当你时间不够的时候选择短暂的、持续的运动这是最好不过的了。(或甚至作为日常有氧训练的一个补充练习)。在Crossfit(译者注:一种体能训练)中一套动作尽可能重复多轮(简称:AMRAP)的这种训练方式是非常受欢迎的,因为这种锻炼可以快速提高你的心率和锻炼后的新陈代谢。重点是在一定的时间内一套动作重复多次(直到力竭)。这没有固定的一套动作,只要是针对某一个你想改善的部位,比如说腿或者躯干,如果另一个动作对你来说更有作用的话你可以拿这个来替换掉里面的任何一个动作。
Here’s an example of an **AMRAP workout **that can be done in 10 minutes – after doing a few stretches, of course.
以下是做完拉伸运动后在10分钟内可以完成的一组AMRAP例子。
10 Body Weight Squats
10 Crunches (try a different type of crunch for each set)

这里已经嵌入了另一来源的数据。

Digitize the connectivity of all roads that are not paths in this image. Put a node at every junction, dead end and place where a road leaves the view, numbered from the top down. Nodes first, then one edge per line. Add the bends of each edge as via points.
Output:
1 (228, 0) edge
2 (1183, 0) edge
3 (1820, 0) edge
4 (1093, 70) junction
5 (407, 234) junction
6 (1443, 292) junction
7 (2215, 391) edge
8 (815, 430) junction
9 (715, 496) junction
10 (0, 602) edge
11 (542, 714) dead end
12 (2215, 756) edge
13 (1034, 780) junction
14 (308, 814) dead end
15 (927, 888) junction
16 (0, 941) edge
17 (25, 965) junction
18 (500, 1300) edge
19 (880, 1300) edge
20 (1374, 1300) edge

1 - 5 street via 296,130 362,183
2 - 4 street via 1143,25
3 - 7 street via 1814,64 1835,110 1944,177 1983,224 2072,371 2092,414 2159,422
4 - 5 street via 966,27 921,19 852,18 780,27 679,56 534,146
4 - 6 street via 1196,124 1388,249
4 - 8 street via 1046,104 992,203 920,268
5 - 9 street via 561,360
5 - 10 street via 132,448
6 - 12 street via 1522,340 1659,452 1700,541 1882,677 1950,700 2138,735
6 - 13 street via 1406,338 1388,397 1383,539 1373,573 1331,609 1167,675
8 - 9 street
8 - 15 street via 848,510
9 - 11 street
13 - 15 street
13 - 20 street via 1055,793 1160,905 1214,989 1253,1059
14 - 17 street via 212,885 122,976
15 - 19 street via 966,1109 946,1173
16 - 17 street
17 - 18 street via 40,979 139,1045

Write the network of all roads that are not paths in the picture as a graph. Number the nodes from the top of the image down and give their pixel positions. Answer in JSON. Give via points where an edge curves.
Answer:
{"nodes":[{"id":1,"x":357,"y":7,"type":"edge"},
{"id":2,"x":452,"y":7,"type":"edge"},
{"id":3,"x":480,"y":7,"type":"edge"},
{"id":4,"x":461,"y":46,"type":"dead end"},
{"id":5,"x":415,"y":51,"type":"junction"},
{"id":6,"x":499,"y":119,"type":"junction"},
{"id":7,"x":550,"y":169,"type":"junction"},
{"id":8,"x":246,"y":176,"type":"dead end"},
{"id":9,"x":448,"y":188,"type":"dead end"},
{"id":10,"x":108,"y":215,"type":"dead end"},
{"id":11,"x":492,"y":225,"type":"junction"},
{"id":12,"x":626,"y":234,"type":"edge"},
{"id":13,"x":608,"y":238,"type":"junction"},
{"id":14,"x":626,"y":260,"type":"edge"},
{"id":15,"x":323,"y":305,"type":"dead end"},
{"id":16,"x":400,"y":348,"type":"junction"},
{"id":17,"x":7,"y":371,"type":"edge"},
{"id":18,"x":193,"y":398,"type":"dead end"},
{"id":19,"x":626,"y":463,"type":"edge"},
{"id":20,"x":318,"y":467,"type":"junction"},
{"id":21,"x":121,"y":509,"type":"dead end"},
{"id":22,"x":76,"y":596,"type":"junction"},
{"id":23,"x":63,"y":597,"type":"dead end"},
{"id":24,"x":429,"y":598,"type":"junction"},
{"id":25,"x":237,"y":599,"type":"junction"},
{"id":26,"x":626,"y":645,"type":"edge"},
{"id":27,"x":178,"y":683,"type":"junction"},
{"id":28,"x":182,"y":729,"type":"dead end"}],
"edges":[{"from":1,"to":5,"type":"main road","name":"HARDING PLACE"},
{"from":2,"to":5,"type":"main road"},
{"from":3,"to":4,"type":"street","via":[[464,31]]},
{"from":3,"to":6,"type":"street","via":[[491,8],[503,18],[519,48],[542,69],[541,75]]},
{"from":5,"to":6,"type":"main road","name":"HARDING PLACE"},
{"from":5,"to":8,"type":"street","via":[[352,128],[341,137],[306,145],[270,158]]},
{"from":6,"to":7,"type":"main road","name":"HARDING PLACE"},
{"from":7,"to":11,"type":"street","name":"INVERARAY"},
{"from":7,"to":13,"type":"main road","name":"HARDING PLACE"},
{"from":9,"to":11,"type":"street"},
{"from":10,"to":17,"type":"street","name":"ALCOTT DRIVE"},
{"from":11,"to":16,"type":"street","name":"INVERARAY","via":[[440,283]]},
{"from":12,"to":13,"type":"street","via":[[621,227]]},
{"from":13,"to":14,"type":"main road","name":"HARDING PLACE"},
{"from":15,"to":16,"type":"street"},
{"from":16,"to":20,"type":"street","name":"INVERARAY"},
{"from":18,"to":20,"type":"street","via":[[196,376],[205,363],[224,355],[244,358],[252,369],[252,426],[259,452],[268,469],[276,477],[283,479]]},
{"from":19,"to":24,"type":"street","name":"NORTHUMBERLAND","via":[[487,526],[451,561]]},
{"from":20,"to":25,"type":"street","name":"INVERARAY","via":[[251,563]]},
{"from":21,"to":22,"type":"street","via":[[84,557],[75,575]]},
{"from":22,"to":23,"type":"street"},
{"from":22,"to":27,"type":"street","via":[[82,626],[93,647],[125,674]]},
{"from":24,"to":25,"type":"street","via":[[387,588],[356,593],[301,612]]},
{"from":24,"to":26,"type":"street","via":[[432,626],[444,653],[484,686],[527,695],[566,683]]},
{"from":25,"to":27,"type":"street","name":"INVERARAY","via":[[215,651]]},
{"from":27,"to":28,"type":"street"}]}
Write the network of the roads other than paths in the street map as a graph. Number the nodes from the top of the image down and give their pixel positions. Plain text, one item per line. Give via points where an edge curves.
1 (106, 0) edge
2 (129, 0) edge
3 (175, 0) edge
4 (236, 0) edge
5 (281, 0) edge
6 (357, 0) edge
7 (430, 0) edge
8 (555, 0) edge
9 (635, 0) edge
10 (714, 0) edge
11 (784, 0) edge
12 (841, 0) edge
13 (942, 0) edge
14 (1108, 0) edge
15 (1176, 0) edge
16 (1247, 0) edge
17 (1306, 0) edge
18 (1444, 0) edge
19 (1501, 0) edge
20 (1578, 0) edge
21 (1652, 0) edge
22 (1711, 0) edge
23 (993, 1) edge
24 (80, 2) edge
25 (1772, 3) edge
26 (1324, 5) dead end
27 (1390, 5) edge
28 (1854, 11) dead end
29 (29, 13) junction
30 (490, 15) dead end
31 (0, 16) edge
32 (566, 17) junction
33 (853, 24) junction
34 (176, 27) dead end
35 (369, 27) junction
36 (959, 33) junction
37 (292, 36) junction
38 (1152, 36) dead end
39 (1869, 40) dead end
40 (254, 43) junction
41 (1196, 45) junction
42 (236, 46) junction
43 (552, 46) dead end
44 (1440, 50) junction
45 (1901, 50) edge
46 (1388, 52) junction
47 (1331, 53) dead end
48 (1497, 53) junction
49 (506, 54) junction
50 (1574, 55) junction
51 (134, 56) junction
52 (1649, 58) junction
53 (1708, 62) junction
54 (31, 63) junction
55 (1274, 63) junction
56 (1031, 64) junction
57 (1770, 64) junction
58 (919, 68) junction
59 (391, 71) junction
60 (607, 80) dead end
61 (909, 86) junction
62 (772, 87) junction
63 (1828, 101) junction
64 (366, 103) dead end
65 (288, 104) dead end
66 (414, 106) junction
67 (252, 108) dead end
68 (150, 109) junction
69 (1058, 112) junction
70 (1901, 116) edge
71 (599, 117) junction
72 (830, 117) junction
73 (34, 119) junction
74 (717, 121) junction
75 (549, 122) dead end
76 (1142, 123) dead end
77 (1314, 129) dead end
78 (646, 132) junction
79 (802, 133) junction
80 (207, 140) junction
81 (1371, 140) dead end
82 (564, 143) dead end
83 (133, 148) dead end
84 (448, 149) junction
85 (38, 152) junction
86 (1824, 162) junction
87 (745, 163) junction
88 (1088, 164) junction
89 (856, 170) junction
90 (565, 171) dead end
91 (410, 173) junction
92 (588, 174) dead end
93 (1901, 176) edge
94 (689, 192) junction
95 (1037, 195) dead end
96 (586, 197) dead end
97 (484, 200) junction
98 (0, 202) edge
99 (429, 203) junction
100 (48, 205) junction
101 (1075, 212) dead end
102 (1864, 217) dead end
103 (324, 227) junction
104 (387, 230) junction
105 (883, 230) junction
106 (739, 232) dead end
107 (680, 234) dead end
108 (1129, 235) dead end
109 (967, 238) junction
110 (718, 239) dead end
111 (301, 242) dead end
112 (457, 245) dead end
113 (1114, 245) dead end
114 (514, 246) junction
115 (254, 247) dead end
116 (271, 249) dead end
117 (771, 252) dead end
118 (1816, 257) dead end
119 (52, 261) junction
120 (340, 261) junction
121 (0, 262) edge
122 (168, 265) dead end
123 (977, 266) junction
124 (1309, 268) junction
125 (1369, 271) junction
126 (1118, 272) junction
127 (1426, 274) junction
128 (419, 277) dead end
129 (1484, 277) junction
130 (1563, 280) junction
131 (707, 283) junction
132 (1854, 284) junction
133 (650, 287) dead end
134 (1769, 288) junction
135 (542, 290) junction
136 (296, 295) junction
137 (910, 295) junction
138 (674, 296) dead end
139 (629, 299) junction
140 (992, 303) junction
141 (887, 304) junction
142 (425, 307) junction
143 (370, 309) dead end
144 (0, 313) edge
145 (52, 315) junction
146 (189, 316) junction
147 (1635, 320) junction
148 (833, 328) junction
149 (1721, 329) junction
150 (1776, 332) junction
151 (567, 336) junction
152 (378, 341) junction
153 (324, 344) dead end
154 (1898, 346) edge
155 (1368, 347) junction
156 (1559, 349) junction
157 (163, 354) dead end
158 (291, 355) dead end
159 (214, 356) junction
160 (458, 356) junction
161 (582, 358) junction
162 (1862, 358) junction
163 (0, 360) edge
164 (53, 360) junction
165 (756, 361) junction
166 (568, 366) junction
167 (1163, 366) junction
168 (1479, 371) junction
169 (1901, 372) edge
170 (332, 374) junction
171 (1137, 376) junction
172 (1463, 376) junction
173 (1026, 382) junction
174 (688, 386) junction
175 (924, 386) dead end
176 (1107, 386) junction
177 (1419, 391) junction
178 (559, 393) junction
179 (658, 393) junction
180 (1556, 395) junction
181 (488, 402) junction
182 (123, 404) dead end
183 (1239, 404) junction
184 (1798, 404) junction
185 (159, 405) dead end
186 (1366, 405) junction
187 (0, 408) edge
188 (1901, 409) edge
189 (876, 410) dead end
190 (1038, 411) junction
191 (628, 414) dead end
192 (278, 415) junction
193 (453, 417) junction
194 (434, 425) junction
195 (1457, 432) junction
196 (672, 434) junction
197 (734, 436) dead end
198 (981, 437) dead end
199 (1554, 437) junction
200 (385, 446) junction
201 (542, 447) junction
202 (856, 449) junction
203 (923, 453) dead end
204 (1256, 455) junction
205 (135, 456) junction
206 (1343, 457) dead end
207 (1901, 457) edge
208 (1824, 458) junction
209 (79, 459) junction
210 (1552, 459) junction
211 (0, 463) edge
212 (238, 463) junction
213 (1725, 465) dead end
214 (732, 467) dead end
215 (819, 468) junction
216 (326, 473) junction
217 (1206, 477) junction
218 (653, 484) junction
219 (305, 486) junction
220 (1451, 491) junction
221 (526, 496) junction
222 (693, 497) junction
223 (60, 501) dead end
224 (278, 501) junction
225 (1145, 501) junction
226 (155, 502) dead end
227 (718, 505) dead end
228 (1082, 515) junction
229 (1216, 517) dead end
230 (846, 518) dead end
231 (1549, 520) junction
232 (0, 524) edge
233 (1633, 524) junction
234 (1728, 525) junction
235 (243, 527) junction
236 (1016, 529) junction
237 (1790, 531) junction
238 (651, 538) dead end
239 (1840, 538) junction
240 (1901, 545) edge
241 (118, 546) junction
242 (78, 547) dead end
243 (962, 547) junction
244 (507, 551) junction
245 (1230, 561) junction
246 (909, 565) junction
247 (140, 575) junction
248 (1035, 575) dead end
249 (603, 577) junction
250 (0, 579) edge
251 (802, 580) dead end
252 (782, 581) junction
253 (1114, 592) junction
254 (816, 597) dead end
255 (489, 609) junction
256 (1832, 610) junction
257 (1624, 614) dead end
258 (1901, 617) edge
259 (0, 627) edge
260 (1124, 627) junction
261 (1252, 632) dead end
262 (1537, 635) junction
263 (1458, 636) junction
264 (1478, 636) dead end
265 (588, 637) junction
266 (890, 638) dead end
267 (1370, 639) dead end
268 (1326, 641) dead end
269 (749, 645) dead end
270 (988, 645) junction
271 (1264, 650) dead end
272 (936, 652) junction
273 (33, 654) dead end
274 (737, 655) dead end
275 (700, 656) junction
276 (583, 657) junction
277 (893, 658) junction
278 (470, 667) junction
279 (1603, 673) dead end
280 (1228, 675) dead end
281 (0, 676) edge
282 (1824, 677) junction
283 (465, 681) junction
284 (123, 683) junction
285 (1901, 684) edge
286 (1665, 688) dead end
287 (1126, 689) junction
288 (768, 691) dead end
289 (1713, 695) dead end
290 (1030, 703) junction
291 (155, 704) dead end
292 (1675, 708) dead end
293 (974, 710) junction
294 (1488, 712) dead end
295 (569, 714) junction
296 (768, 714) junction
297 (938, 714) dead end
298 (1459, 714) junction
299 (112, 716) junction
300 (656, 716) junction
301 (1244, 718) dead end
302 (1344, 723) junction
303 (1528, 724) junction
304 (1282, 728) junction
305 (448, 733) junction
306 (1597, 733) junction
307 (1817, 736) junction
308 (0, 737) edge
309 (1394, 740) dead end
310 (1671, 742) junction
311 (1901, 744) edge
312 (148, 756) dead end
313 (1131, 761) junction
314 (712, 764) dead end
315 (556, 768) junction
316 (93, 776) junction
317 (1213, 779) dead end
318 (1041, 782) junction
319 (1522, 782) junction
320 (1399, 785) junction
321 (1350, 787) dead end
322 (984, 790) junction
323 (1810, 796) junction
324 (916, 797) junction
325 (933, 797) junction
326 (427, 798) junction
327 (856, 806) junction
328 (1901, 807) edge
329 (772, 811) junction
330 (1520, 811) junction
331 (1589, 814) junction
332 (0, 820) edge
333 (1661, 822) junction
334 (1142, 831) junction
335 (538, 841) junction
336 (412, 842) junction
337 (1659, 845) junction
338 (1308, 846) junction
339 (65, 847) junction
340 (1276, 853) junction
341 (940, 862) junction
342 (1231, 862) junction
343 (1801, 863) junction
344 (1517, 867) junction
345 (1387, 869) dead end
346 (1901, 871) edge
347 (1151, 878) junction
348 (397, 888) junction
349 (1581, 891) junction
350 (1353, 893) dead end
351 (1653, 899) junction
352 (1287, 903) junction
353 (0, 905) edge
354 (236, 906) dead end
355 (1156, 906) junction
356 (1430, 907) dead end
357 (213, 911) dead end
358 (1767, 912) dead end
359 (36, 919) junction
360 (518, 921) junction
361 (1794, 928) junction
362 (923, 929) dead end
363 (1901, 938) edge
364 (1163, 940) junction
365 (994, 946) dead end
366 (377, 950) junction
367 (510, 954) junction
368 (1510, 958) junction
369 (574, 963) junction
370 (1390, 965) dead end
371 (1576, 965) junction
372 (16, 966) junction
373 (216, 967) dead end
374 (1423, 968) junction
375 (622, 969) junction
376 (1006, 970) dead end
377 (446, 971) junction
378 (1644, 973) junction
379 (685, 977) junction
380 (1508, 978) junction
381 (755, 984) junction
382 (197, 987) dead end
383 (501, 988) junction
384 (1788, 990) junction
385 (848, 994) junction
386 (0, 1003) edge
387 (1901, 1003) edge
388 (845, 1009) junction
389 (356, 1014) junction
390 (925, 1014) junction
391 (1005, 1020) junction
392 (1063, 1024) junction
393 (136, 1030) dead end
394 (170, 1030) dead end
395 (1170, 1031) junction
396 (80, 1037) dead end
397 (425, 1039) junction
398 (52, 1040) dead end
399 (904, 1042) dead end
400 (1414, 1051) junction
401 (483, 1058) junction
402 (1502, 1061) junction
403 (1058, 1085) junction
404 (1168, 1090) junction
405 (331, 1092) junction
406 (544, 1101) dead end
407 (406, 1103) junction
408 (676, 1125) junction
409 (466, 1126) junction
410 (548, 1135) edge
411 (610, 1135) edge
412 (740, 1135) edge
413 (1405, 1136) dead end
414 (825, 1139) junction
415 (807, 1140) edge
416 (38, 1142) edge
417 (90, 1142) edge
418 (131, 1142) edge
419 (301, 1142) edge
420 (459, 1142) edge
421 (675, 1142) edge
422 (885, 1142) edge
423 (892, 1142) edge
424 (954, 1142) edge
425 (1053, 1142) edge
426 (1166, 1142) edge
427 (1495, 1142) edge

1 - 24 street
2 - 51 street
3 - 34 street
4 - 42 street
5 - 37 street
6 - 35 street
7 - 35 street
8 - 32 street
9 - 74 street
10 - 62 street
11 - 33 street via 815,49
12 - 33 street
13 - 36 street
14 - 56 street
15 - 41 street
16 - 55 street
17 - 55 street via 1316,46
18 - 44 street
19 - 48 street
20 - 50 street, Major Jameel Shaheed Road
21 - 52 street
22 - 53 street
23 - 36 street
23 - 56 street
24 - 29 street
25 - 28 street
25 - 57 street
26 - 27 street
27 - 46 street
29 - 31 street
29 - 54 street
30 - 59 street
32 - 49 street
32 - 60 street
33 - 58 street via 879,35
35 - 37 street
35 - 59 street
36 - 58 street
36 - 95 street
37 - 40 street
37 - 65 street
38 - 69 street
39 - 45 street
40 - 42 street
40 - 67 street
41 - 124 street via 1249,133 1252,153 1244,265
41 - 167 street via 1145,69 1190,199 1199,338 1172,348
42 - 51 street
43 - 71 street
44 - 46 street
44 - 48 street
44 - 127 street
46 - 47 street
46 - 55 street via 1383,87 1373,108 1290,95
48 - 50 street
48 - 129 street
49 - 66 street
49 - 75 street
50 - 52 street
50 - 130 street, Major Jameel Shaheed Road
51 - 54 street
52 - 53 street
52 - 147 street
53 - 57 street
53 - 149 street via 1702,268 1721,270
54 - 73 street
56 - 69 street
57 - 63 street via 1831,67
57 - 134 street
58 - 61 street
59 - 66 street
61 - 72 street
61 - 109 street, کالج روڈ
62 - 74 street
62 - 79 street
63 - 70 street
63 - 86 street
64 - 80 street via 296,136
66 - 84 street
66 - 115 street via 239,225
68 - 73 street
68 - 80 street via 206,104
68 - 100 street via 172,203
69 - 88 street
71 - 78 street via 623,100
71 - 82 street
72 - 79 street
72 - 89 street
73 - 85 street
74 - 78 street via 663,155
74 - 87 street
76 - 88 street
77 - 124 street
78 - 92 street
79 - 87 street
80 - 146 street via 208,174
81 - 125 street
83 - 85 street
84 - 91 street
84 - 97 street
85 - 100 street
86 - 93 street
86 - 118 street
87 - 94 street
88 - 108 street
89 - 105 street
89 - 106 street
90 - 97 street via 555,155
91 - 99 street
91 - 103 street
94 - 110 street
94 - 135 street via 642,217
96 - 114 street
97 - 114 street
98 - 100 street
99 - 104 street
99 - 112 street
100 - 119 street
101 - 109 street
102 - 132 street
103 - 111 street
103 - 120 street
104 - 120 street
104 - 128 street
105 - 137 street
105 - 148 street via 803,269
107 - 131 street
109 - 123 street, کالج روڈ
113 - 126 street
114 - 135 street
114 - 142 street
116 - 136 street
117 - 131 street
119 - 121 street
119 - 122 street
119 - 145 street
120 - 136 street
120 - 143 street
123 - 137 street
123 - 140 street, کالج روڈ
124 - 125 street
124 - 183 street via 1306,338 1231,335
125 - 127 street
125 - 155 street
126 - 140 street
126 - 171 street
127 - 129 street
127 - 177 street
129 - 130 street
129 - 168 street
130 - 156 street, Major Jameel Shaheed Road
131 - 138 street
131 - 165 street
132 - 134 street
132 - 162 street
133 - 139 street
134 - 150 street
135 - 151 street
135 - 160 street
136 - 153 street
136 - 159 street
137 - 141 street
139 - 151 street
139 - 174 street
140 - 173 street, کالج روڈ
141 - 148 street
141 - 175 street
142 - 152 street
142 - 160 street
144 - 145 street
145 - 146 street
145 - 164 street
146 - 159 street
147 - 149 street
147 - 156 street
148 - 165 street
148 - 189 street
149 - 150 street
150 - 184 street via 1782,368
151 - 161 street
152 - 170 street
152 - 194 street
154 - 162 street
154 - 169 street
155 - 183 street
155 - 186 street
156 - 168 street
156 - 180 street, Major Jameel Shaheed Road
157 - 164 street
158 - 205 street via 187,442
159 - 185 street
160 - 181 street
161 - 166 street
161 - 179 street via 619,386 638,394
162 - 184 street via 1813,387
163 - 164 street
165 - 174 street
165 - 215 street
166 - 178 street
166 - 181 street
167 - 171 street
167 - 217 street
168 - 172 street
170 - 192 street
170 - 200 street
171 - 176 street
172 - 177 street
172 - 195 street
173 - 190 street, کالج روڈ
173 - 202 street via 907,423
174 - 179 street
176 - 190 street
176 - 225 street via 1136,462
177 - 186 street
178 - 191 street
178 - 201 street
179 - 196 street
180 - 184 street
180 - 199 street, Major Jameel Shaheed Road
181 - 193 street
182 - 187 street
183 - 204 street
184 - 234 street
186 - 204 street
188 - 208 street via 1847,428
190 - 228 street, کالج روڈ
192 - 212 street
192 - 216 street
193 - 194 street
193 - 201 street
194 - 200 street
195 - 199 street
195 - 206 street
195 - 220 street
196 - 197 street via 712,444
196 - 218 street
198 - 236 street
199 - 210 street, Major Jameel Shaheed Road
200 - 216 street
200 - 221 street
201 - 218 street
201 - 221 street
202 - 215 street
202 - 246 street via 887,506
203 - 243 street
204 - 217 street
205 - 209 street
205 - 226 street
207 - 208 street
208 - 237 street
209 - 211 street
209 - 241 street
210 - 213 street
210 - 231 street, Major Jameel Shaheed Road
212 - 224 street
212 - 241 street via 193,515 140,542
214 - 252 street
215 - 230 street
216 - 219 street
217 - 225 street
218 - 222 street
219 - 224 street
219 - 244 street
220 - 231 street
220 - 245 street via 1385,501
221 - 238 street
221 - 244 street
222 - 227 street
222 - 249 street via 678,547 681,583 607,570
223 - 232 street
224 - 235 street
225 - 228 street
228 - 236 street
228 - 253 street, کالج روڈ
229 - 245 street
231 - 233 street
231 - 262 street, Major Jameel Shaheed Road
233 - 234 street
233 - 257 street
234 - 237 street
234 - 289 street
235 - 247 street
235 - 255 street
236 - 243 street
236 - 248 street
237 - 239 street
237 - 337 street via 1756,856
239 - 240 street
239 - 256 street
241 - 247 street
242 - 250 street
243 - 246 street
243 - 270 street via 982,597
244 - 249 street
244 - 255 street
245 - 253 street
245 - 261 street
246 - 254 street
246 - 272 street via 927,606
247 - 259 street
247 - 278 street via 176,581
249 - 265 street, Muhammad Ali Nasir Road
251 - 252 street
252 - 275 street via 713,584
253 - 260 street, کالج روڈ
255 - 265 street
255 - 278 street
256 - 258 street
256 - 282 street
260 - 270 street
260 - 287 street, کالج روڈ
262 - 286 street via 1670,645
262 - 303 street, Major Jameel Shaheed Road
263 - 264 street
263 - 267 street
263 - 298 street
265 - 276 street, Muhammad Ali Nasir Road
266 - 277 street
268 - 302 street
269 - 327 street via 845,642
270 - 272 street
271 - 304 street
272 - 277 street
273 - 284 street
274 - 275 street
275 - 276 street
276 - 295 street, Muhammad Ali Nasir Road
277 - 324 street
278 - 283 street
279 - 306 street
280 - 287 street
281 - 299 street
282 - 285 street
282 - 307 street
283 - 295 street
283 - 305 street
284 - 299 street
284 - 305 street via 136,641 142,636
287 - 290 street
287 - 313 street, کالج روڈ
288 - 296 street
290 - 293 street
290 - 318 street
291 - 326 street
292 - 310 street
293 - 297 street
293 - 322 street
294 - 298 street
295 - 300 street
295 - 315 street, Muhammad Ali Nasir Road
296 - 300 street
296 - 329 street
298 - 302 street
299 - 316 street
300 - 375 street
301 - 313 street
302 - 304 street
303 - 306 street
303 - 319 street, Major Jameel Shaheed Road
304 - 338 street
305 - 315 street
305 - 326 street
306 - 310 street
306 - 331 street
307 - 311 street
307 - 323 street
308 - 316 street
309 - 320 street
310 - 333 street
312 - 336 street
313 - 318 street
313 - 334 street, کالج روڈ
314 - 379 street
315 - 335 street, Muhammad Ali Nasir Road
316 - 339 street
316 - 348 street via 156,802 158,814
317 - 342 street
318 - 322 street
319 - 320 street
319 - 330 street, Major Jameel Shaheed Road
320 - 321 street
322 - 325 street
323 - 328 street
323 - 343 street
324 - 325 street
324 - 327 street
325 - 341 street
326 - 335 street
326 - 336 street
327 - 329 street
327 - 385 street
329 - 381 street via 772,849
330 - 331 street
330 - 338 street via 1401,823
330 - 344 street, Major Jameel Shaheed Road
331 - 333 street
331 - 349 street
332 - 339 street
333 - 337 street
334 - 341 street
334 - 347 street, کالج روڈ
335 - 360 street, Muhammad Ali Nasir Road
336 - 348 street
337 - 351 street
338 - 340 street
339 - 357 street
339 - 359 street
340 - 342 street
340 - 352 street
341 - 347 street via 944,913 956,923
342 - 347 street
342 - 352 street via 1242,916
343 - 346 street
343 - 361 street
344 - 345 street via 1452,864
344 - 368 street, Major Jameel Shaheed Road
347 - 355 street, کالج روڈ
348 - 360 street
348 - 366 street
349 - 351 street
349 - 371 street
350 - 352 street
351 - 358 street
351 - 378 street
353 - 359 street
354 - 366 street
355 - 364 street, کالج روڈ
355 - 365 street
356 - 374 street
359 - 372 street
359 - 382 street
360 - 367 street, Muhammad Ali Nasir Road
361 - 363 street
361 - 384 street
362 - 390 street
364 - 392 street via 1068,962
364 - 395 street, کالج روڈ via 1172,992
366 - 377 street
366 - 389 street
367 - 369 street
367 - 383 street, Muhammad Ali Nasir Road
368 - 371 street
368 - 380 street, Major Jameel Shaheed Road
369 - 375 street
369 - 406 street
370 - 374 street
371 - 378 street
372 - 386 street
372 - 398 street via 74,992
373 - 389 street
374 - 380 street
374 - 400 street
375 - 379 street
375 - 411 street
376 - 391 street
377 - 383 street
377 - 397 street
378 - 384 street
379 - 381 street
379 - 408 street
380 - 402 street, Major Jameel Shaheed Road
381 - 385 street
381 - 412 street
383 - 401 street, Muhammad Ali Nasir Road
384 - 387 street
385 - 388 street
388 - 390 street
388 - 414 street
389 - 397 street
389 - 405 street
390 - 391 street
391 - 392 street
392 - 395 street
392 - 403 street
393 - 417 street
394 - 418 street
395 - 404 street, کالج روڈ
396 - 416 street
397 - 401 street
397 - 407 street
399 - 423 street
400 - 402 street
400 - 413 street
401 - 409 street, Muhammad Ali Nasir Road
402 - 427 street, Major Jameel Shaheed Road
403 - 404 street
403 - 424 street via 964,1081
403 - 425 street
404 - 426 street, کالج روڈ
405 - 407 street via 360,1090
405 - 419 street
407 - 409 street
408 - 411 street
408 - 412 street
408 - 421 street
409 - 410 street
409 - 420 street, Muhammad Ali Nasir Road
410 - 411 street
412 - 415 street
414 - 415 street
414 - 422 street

10 Burpees (here’s how to do a basic burpee)
10 Pushups
10 Jumping Jacks
10个 自重深蹲
10个 卷腹(每组尝试不同类型的卷腹)
10个 波比(如何完成基础波比动作)
10个 俯卧撑
10个 开合跳
Directions: Go through the list as many times as possible within 10 minutes. Make sure you know how to (and can) do each part to avoid injuries and ensure proper form. If you’re a beginner, make sure to work yourself up to it by starting off with a less strenuous routine or smaller timeframe – tweak it to fit your needs! You can log improvements over time by tracking the amount of rounds you do. Once you start to breeze through those 10 minutes, it’s time to up the intensity!
方法:10分钟内把上面这组动作尽可能的重复多轮。为了防止受伤和保证动作的规范性,请务必要知道这些动作怎么做和你是否可以做。如果你是新手,可以根据自身需要作出调整,不妨先从强度小,时间短的方式开始训练。你可以通过追踪每次做到的次数来看到自己的进步。一旦你开始可以很轻松的度过这10分钟,那是时候加大训练强度了!